FirebirdSQL / firebird

Firebird server, client and tools
https://www.firebirdsql.org/
1.23k stars 212 forks source link

Wrong conversion of mutation charcters/umlauts & GBAK (FIX_FSS) failed on multilingual databases [CORE2909] #3293

Closed firebird-automations closed 14 years ago

firebird-automations commented 14 years ago

Submitted by: Alexander Pierer (pierer)

Hello,

refering to CORE2885, I still have some problems by restoring a Firebird-1.5-backupfile under Firebird 2.5 RC 2. As you recommended, I used the FIX_FSS_DATA- and FIX_FSS_METADATA-switches with the charactersets ISO8859_1 (German) or WIN1252 (Western Europe). With these settings the restore process completes without any errors or warnings.

But when reading strings from the restored database, I was wondering about wrong converted german umlauts/mutation characters. For example with FIX_FSS_M/D ISO8859_1 the german "ü" (unicode = 0x00FC, UTF8 = 0xC3BC) is converted to "ü" (unicode = 0x00C3 + 0x00BC). You can have a look on this problem in the database I attached to CORE2885 (table: FORMULARLABELS, field: NAME_49). For solving this problem I wrote an UDF that reconverts byte-by-byte the wrong transliterations to UTF8.

But now I have a great problem with an other multilingual database that contains english, german and russian strings. Wihout FIX_FSS-switches GBAK returns the well known error message: "gbak: ERROR:Malformed string gbak:Invalid metadata detected. Use -FIX_FSS_METADATA option". After that I attempt to run the GBAK-restore with several charsets for the FIX_FSS_DATA- and FIX_FSS_METADATA-switches. But I always received the error message:

"gbak:restoring data for table PARAMETERPOOL gbak: ERROR:arithmetic exception, numeric overflow, or string truncation gbak: ERROR: string right truncation gbak: ERROR:gds_$send failed"

I tried all WIN125x- and ISO8859-x character sets without any success.

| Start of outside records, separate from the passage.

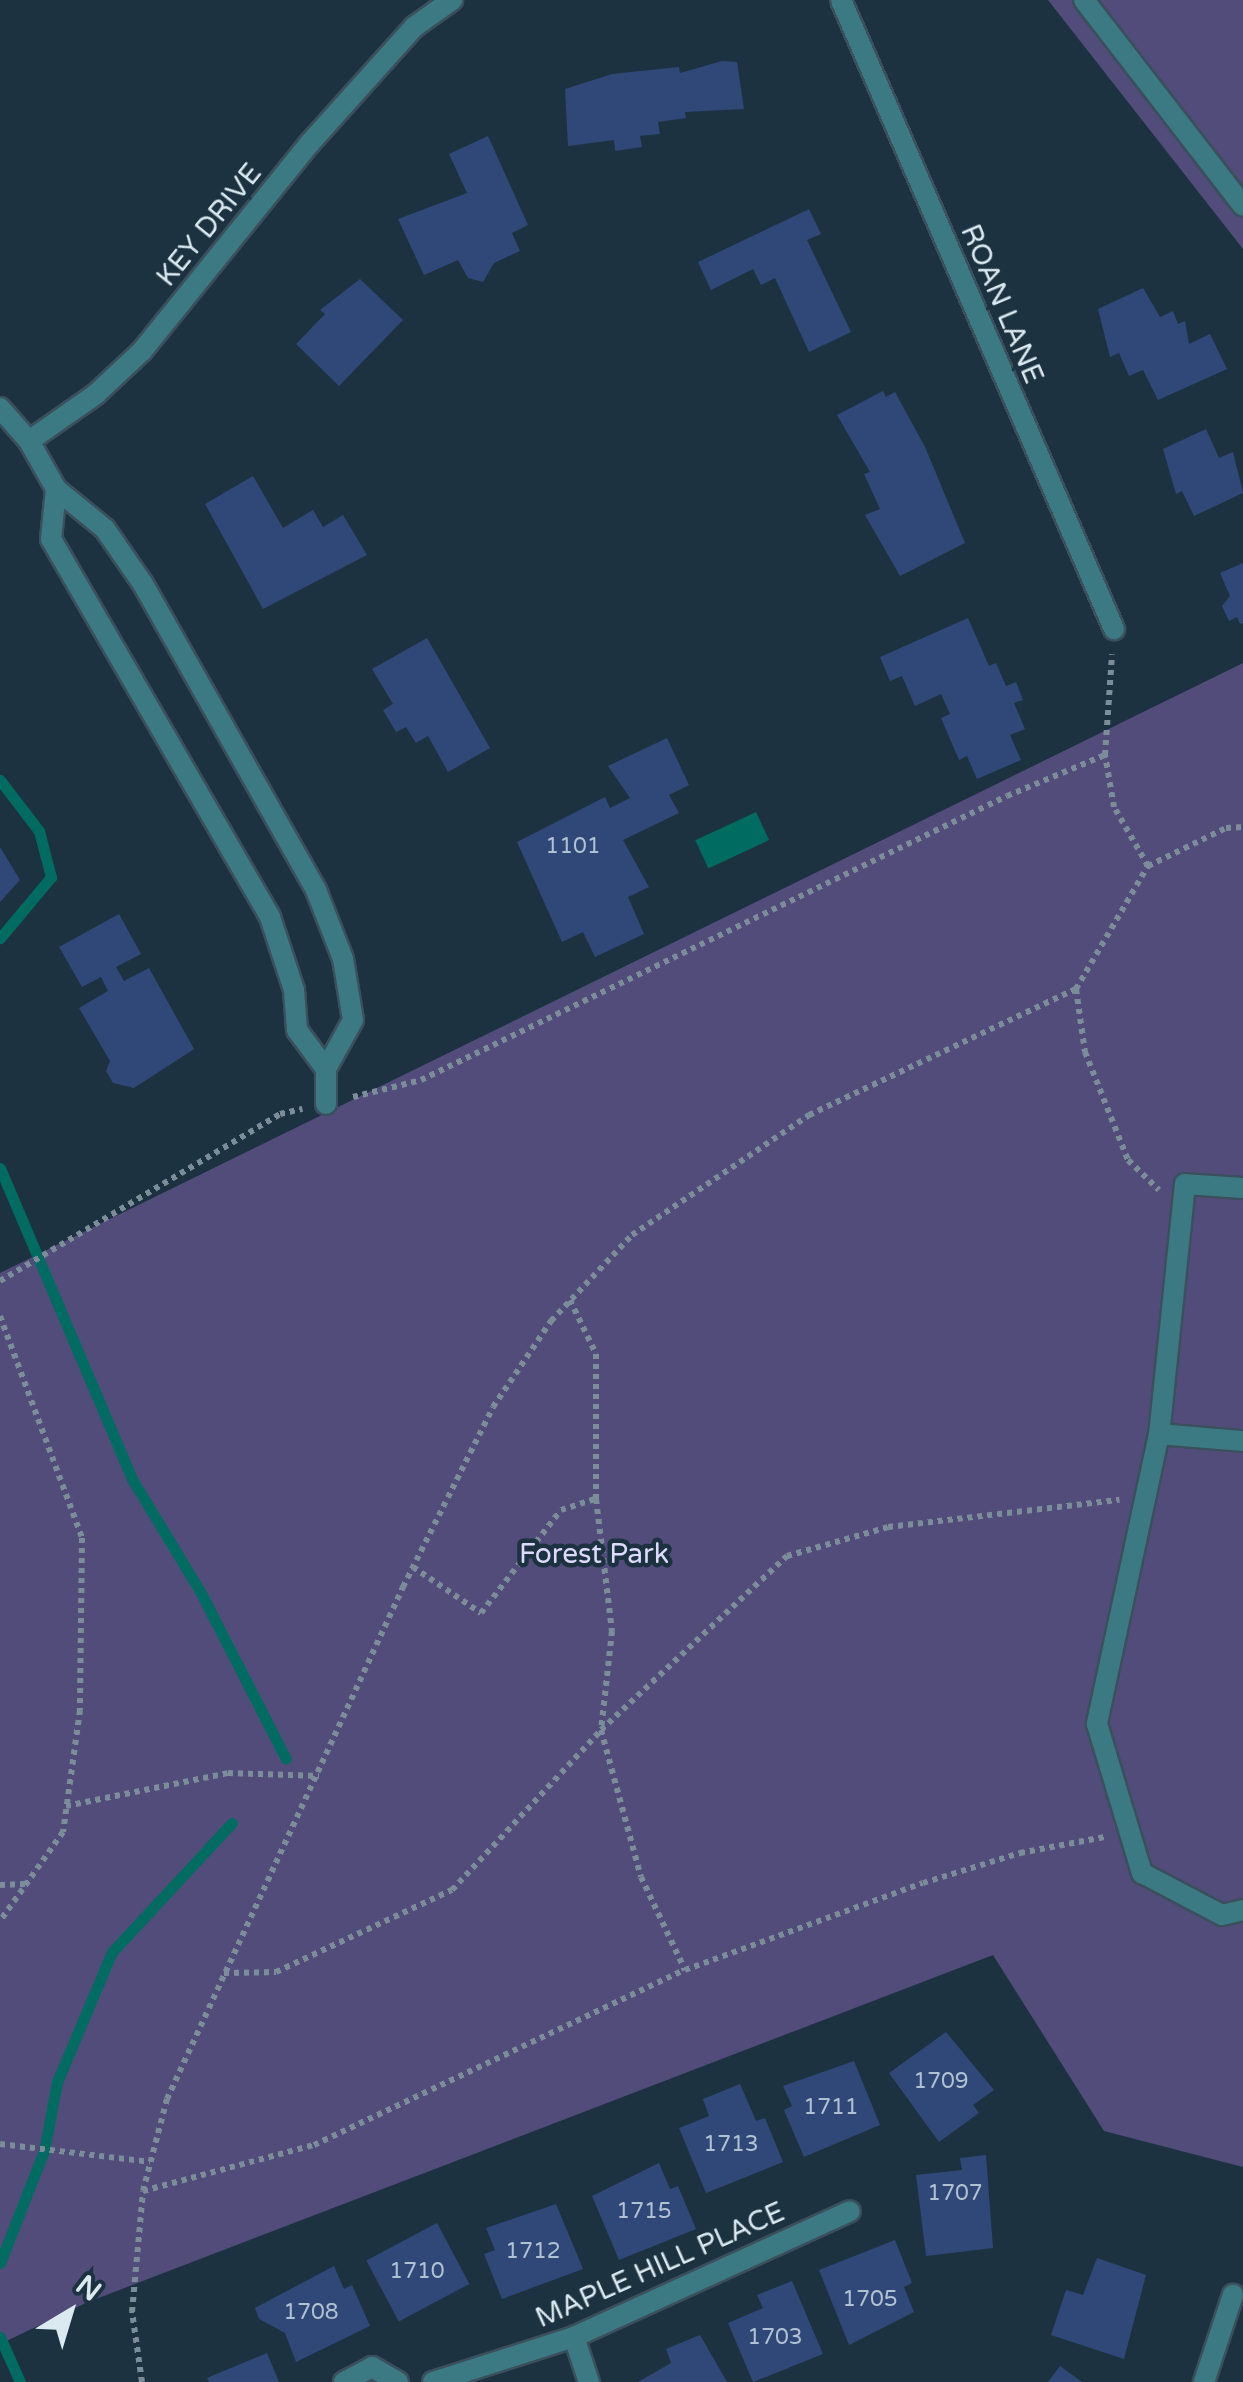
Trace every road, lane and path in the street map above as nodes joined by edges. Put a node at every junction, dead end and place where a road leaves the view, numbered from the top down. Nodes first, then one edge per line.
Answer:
1 (452, 0) edge
2 (840, 0) edge
3 (1084, 0) edge
4 (1243, 206) edge
5 (0, 408) edge
6 (30, 441) junction
7 (56, 489) junction
8 (1114, 629) joint
9 (1105, 755) junction
10 (1243, 827) edge
11 (1148, 866) junction
12 (1076, 989) junction
13 (326, 1068) junction
14 (326, 1104) junction
15 (1243, 1188) edge
16 (1183, 1214) junction
17 (0, 1281) edge
18 (570, 1300) junction
19 (0, 1316) edge
20 (1159, 1434) junction
21 (1243, 1441) edge
22 (1146, 1498) junction
23 (596, 1499) junction
24 (413, 1567) junction
25 (602, 1730) junction
26 (320, 1776) junction
27 (66, 1806) junction
28 (1129, 1832) junction
29 (0, 1884) edge
30 (26, 1884) junction
31 (1243, 1910) edge
32 (0, 1921) edge
33 (685, 1970) junction
34 (224, 1973) junction
35 (0, 2144) edge
36 (150, 2162) junction
37 (143, 2191) junction
38 (850, 2210) dead end
39 (1234, 2294) dead end
40 (574, 2337) junction
41 (142, 2382) edge
42 (344, 2382) edge
43 (398, 2382) edge
44 (433, 2382) edge
45 (589, 2382) edge
46 (1204, 2382) edge

1 - 6 street, KEY DRIVE
2 - 8 street, ROAN LANE
3 - 4 street
5 - 6 street
6 - 7 street
7 - 13 street
7 - 13 street
8 - 9 path
9 - 11 path
9 - 14 path
10 - 11 path
11 - 12 path
12 - 16 path
12 - 18 path
13 - 14 street
14 - 17 path
15 - 16 street
16 - 20 street
18 - 23 path
18 - 24 path
19 - 27 path
20 - 21 street
20 - 22 street
22 - 25 path
22 - 28 street
23 - 24 path
23 - 25 path
24 - 26 path
25 - 33 path
25 - 34 path
26 - 27 path
26 - 34 path
27 - 30 path
28 - 31 street
28 - 33 path
29 - 30 path
30 - 32 path
33 - 37 path
34 - 36 path
35 - 36 path
36 - 37 path
37 - 41 path
38 - 40 street, MAPLE HILL PLACE
39 - 46 street
40 - 44 street, MAPLE HILL PLACE
40 - 45 street
42 - 43 street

Is there any switch option that let GBAK ignore malformed strings or continues the restore process after such an error occured? (In this case I could correct the malformed strings with an UDF after restoring on my own.)

Sorry for may long report and thank you very much!

Best regards Alexander

P.S. Could you please remove the ZIP-file I attached to CORE2885 from your server?

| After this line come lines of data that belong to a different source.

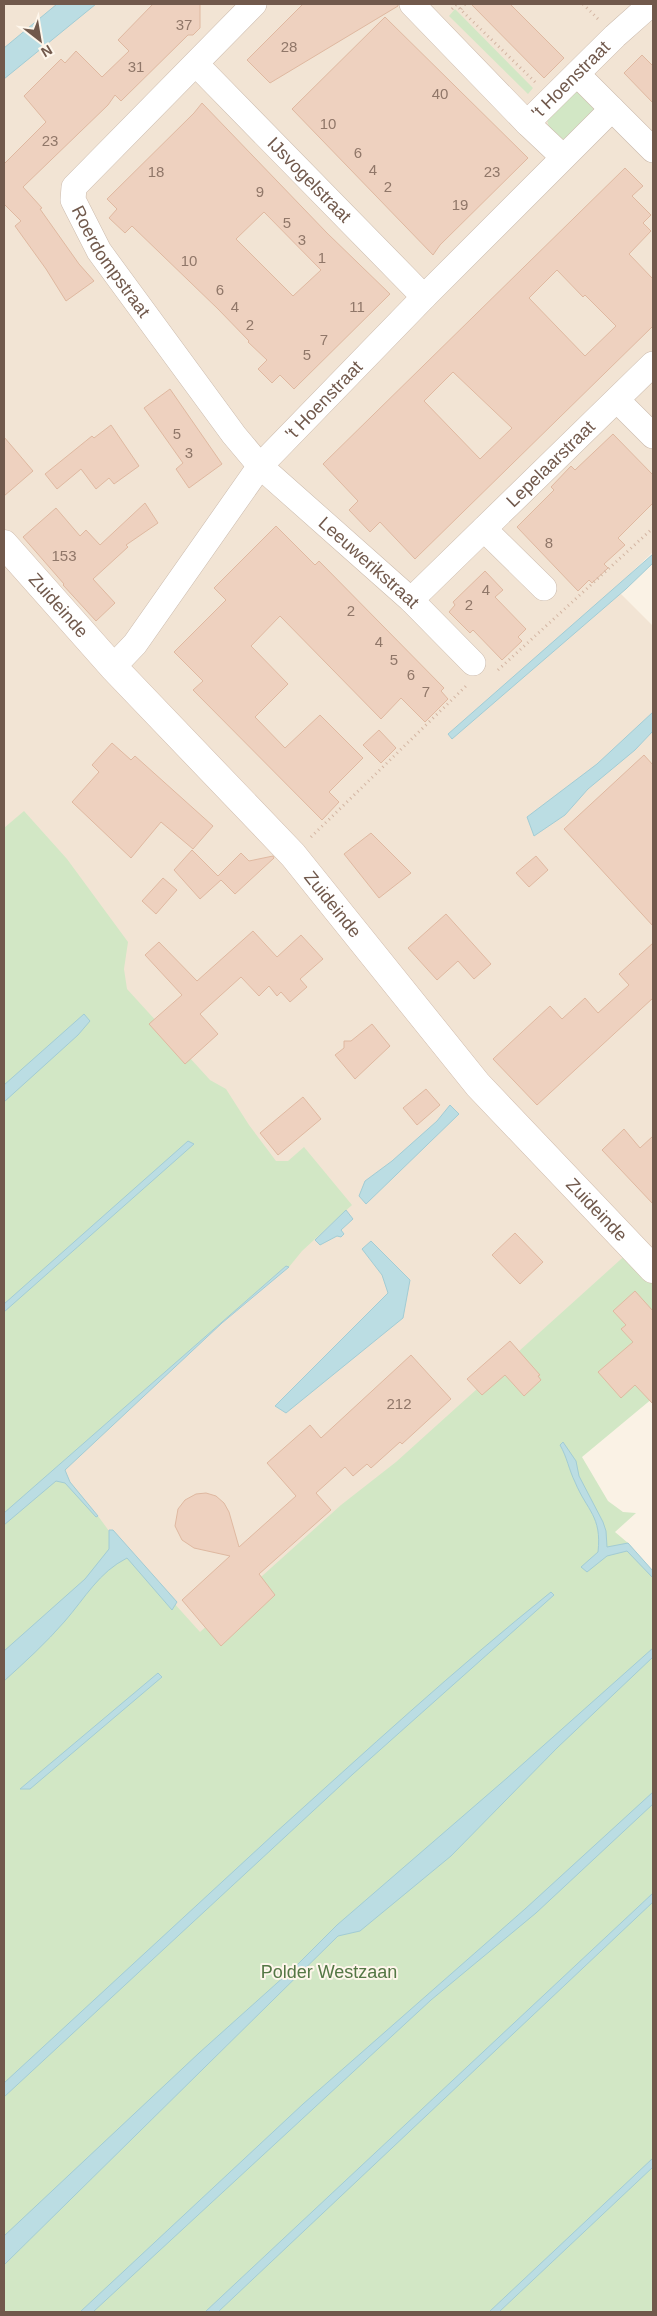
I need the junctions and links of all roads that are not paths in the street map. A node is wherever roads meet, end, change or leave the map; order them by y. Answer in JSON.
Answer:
{"nodes":[{"id":1,"x":254,"y":4,"type":"edge"},
{"id":2,"x":412,"y":4,"type":"edge"},
{"id":3,"x":651,"y":4,"type":"edge"},
{"id":4,"x":196,"y":64,"type":"junction"},
{"id":5,"x":577,"y":74,"type":"junction"},
{"id":6,"x":612,"y":109,"type":"junction"},
{"id":7,"x":527,"y":123,"type":"junction"},
{"id":8,"x":653,"y":150,"type":"edge"},
{"id":9,"x":563,"y":158,"type":"junction"},
{"id":10,"x":424,"y":297,"type":"junction"},
{"id":11,"x":653,"y":364,"type":"edge"},
{"id":12,"x":617,"y":400,"type":"junction"},
{"id":13,"x":653,"y":436,"type":"edge"},
{"id":14,"x":260,"y":466,"type":"junction"},
{"id":15,"x":484,"y":529,"type":"junction"},
{"id":16,"x":4,"y":544,"type":"edge"},
{"id":17,"x":544,"y":588,"type":"dead end"},
{"id":18,"x":411,"y":600,"type":"junction"},
{"id":19,"x":473,"y":663,"type":"dead end"},
{"id":20,"x":113,"y":668,"type":"junction"},
{"id":21,"x":653,"y":1269,"type":"edge"}],
"edges":[{"from":1,"to":4,"type":"street","name":"Roerdompstraat"},
{"from":2,"to":7,"type":"street"},
{"from":3,"to":5,"type":"street","name":"'t Hoenstraat"},
{"from":4,"to":10,"type":"street","name":"IJsvogelstraat"},
{"from":4,"to":14,"type":"street","name":"Roerdompstraat"},
{"from":5,"to":6,"type":"street"},
{"from":5,"to":7,"type":"street","name":"'t Hoenstraat"},
{"from":6,"to":8,"type":"street"},
{"from":6,"to":9,"type":"street","name":"'t Hoenstraat"},
{"from":7,"to":9,"type":"street","name":"'t Hoenstraat"},
{"from":9,"to":10,"type":"street","name":"'t Hoenstraat"},
{"from":10,"to":14,"type":"street","name":"'t Hoenstraat"},
{"from":11,"to":12,"type":"street","name":"Lepelaarstraat"},
{"from":12,"to":13,"type":"street"},
{"from":12,"to":15,"type":"street","name":"Lepelaarstraat"},
{"from":14,"to":18,"type":"street","name":"Leeuwerikstraat"},
{"from":14,"to":20,"type":"street","name":"'t Hoenstraat"},
{"from":15,"to":17,"type":"street"},
{"from":15,"to":18,"type":"street","name":"Lepelaarstraat"},
{"from":16,"to":20,"type":"street","name":"Zuideinde"},
{"from":18,"to":19,"type":"street","name":"Leeuwerikstraat"},
{"from":20,"to":21,"type":"street","name":"Zuideinde"}]}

firebird-automations commented 14 years ago

Commented by: Alexander Pierer (pierer)

I attach the affected Firebird-1.5-backupfile. Could you please remove this file from the server when you are closing the thread?

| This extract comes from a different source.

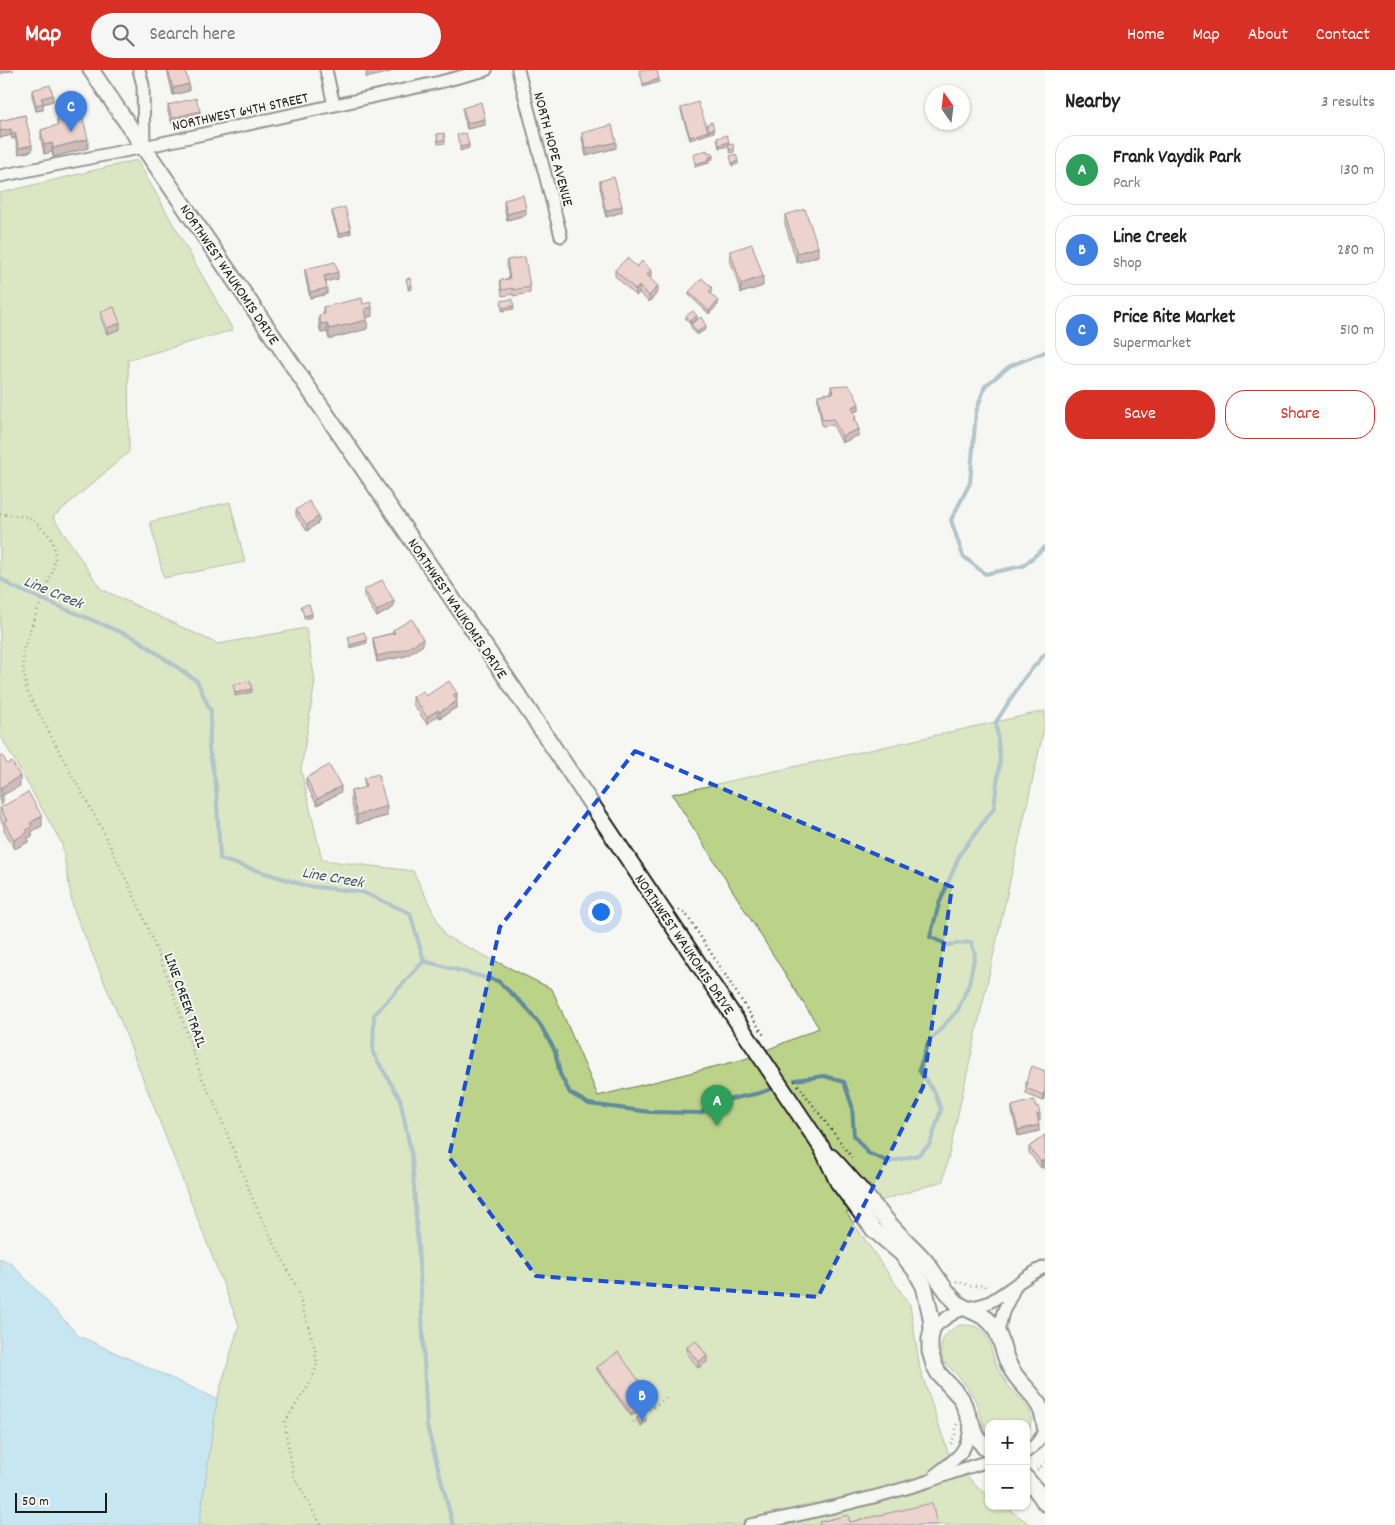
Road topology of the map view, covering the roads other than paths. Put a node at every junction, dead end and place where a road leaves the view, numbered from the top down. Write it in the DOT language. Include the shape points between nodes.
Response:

firebird-automations commented 14 years ago
Modified by: Alexander Pierer (pierer) Attachment: EnglishRussianGerman\.gbk \[ 11590 \]
firebird-automations commented 14 years ago

Commented by: @mrotteveel

Have you tried specifying UTF8 as the character set? I haven't looked at your database, but the actual problem looks like UTF8 data was read as if it was WIN1252/ISO8859-1 and then stored as UTF8.

firebird-automations commented 14 years ago

Commented by: Alexander Pierer (pierer)

I also tried it with UTF8 and UNICODE_FSS as FIX_FSS character sets without success.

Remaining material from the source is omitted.